Qore for the PlayStation Network

==Service==

===Game videos===
Each episode included a selection of behind-the-scenes videos, previews, interviews and news related to PlayStation products. Videos were presented in 720p. Each episode contains between 25 and 30 minutes of video content, not including advertisements, the opening trailer, or introduction videos.

===Download center===
People who purchased a one-year subscription to Qore gained access to exclusive playable and downloadable PSone games, demos, betas, and themes. All content was to be downloaded through the PlayStation Network while signed in through Qore's Download Center.

===Access===
Once purchased, Qore programs became available on the PlayStation Store's Download List. If an annual subscription was purchased, episodes were automatically added to the user's Download List. Redeemable codes for Qore episodes have also been included free with each issue of the PlayStation Magazine.

==Notable Content==
- June 2008, Episode 1 - SOCOM U.S. Navy SEALs: Confrontation beta invitation
- July 2008, Episode 2 - Naruto: Ultimate Ninja Storm demo early access
- August 2008, Episode 3 - Resistance 2 beta invitation
- September 2008, Episode 4 - MotorStorm: Pacific Rift demo early access
- October 2008, Episode 5 - Valkyria Chronicles demo early access
- November 2008, Episode 6 - PlayStation Home closed beta invitation for annual subscribers
- December 2008, Episode 7, Free episode - Flock! demo early access for annual subscribers
- January 2009, Episode 8 - F.E.A.R. 2: Project Origin demo early access
- February 2009, Episode 9 - Syphon Filter PS1 classic voucher
- March 2009, Episode 10 - High Velocity Bowling full PSN game voucher for annual subscribers
- April 2009, Episode 11, Free episode - Linger in Shadows voucher and Red Faction: Guerrilla demo early access for annual subscribers
- May 2009, Episode 12 - Uncharted 2: Among Thieves beta invitation for annual subscribers
- June 2009, Episode 13 - Spyro the Dragon PS1 classic voucher
- July 2009, Episode 14 - Battlefield 1943 theme for all purchasers
- August 2009, Episode 15 - High Velocity Bowling PSN game voucher & Ninja Gaiden Sigma 2 theme for annual subscribers
- September 2009, Episode 16 - MAG beta invitation for annual subscribers
- December 2009, Episode 19 - ModNation Racers Beta invitation for annual subscribers
- May 2010, Episode 42 - LittleBigPlanet Cap

==Access==
FirstPlay (previously known as Official PlayStation Magazine HD or OPMHD) was an electronic magazine similar to Qore, produced by Future Publishing. Released in April 2010, it is available to PlayStation 3 users via the PlayStation Store in the UK. Like Qore, FirstPlay offered exclusive videos, demos and downloads, but is released weekly instead of monthly. In July 2011 SCEE announced that the FirstPlay service was to end, leaving the 6 July episode as the final FirstPlay to be released. The announcement went on to confirm that a new, then yet-to-be-named service would replace FirstPlay, its focus shifting to SCEE's PlayStation Access events. Access is produced by Future Publishing and delivered via the PSN Store, however unlike its predecessor it is free of charge.

==Criticism==
The announcement that Qore subscribers will have advanced access to exclusive betas and demos has triggered a mixed reaction from the gaming community. Many users believe this is a covert way of introducing a premium PlayStation Network subscription model, similar to that used on Microsoft's Xbox Live Marketplace service where premium subscribers get game demos one week before they are fully released. Criticism has also been made of the way that advertising is being incorporated into the service.

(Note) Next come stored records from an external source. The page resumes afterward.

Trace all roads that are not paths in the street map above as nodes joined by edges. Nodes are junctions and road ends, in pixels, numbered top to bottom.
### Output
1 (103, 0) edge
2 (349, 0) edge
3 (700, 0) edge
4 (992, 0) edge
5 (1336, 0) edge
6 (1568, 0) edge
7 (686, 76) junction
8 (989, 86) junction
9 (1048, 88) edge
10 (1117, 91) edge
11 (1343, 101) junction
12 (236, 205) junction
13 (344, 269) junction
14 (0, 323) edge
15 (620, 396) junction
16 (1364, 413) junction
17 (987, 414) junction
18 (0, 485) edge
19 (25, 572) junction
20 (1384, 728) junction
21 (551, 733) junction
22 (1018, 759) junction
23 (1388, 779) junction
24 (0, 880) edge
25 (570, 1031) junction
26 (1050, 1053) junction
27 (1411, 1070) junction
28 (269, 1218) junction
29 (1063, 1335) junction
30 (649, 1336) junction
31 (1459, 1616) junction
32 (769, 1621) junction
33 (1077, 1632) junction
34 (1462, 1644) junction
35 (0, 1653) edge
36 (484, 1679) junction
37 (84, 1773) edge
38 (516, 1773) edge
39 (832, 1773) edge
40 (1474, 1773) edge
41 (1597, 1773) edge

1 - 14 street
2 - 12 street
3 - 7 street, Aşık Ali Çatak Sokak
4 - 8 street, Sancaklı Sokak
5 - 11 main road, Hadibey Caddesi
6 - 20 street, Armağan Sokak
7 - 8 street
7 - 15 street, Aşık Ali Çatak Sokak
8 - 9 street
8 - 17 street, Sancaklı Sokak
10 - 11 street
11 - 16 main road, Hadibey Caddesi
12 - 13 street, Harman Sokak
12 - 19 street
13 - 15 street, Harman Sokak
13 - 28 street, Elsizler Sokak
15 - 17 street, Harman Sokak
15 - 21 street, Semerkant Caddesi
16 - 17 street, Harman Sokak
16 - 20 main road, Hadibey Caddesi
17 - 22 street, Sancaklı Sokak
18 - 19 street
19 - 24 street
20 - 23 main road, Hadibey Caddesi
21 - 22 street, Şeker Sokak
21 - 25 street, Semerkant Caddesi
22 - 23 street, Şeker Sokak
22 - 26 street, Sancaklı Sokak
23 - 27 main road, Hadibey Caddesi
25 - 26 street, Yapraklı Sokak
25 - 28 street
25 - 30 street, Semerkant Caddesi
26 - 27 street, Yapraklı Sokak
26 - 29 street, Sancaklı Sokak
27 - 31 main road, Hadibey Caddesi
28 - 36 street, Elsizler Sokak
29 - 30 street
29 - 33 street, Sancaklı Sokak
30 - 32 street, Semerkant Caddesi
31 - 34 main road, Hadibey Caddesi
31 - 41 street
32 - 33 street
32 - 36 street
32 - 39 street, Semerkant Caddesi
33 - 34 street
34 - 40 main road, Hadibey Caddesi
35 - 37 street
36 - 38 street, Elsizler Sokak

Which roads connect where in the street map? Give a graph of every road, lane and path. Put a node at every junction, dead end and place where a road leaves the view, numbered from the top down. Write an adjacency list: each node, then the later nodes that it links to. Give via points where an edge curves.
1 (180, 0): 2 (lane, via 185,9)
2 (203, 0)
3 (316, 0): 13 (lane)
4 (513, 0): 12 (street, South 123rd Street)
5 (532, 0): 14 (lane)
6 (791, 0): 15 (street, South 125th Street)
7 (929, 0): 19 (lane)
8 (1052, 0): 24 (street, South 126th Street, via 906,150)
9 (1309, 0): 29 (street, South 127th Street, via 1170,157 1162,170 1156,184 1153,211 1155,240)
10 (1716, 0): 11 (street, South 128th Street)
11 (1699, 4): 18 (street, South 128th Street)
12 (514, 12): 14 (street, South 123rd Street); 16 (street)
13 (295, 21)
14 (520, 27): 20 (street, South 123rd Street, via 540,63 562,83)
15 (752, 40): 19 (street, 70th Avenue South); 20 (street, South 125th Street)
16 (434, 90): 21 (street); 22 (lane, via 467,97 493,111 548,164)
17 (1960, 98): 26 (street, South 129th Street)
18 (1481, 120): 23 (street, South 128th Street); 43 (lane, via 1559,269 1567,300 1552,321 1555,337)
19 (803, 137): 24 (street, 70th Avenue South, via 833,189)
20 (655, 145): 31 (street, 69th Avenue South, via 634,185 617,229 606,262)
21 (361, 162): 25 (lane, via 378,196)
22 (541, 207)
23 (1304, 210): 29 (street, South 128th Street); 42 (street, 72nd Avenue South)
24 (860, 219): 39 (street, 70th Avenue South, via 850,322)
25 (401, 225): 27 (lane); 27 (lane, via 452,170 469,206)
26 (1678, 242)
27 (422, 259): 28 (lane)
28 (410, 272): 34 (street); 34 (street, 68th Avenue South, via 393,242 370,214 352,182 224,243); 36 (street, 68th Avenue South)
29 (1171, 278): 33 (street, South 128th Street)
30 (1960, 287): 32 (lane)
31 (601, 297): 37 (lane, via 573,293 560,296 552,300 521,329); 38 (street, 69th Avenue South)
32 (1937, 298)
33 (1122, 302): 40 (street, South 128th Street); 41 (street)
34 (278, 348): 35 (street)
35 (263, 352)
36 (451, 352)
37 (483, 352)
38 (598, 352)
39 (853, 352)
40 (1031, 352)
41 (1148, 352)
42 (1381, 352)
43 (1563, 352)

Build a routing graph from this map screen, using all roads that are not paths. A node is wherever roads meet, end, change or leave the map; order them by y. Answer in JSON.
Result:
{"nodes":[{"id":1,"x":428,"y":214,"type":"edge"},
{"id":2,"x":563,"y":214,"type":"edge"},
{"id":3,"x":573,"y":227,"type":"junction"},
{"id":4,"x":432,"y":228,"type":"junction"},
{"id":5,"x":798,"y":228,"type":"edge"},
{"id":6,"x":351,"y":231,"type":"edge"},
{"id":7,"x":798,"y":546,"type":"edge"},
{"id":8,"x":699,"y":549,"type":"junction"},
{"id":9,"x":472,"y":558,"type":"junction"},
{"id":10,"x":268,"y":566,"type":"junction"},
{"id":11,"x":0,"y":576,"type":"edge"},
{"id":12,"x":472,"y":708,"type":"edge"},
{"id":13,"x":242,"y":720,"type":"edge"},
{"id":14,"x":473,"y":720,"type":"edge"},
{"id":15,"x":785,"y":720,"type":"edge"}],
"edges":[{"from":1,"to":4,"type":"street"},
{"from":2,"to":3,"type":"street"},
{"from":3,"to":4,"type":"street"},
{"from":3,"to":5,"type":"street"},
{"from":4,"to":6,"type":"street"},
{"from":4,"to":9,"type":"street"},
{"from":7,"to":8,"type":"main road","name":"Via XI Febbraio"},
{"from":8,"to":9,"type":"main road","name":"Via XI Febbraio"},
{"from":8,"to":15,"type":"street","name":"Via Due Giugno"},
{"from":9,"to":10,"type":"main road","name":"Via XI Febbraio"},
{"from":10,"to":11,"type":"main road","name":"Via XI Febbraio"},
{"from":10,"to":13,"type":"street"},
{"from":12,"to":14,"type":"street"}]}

Gaming commentators have also attacked Qore for being light on content, and for containing too many advertisements (two 20-second spots that can be skipped after the first 5 seconds, and one 15 second spot in the "download section" which cannot be skipped by the viewer). Critics have said that because Qore is a paid-for, premium service, it should not contain so many "intrusive" adverts.